Your task:
Copy the lines below exactly. No picture goes into the copy.

----

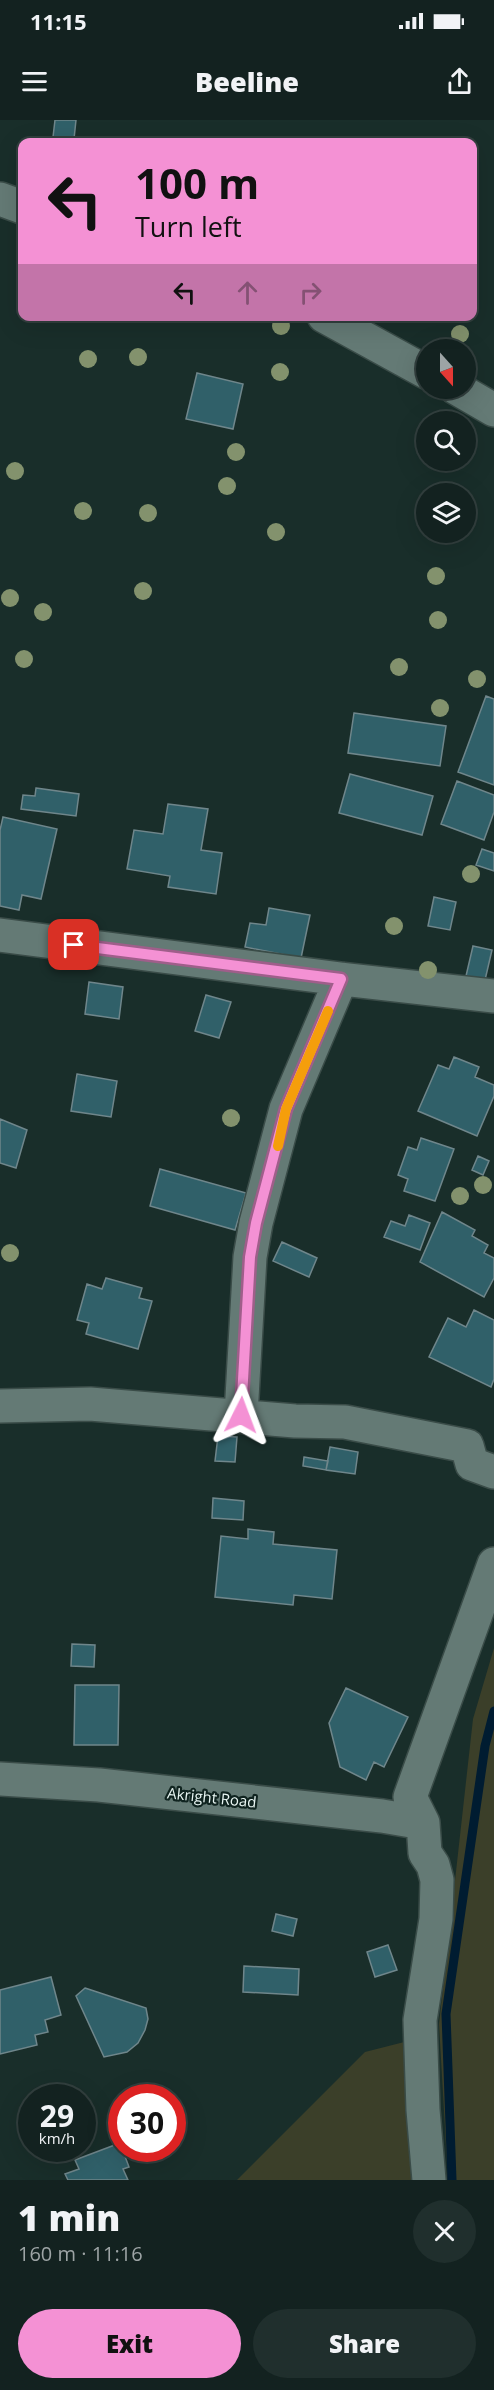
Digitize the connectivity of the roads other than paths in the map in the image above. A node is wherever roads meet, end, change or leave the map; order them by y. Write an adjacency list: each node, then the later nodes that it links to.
1 (0, 199): 2 (street)
2 (18, 206)
3 (333, 321): 4 (street)
4 (416, 367)
5 (475, 399): 6 (street)
6 (494, 410)
7 (0, 935): 8 (street)
8 (341, 979): 9 (street); 11 (street)
9 (494, 996)
10 (0, 1406): 11 (street)
11 (241, 1415): 12 (street)
12 (494, 1472)
13 (494, 1564): 15 (street)
14 (0, 1779): 15 (street, Akright Road)
15 (423, 1823): 16 (street)
16 (429, 2180)

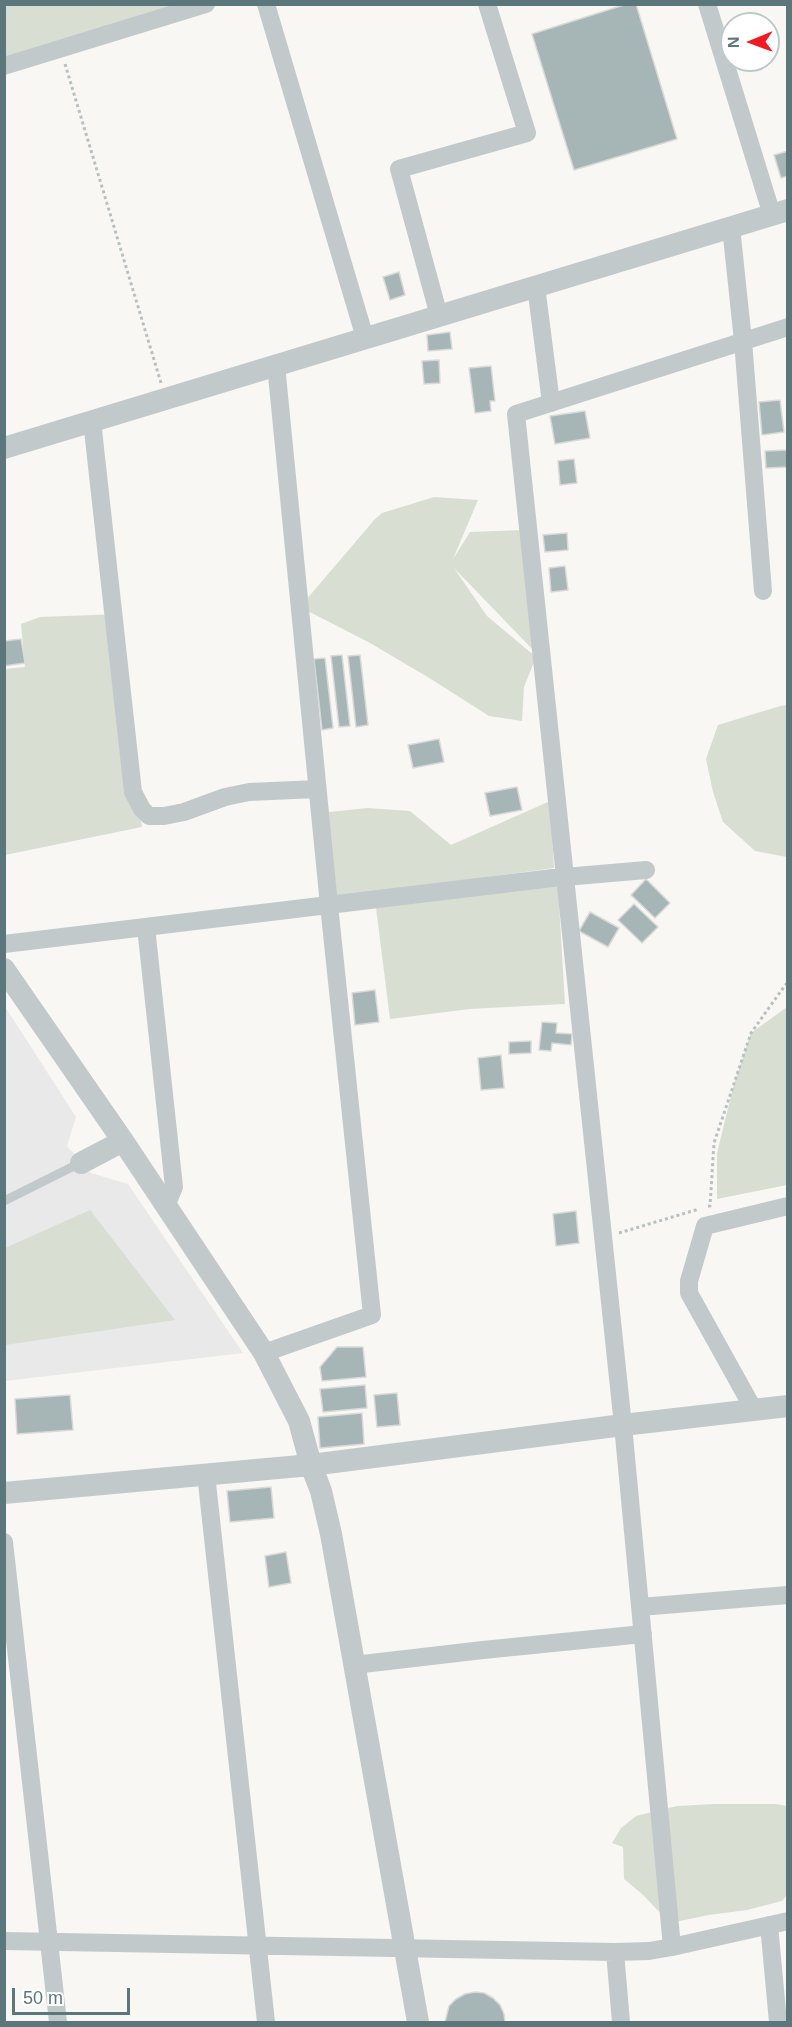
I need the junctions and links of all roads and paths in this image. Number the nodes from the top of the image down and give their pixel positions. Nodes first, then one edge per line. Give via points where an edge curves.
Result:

----

Output below:
Digitize the connectivity of the roads other than paths in the map in the image above. A node is wherever roads meet, end, change or leave the map; order them by y. Write an adjacency list: each node, then the later nodes that it links to.
1 (0, 199): 2 (street)
2 (18, 206)
3 (333, 321): 4 (street)
4 (416, 367)
5 (475, 399): 6 (street)
6 (494, 410)
7 (0, 935): 8 (street)
8 (341, 979): 9 (street); 11 (street)
9 (494, 996)
10 (0, 1406): 11 (street)
11 (241, 1415): 12 (street)
12 (494, 1472)
13 (494, 1564): 15 (street)
14 (0, 1779): 15 (street, Akright Road)
15 (423, 1823): 16 (street)
16 (429, 2180)

I need the junctions and links of all roads and paths in this image. Number the nodes from the top of the image down and give their pixel positions. Nodes first, then one edge per line. Give via points where an edge curves.
Result:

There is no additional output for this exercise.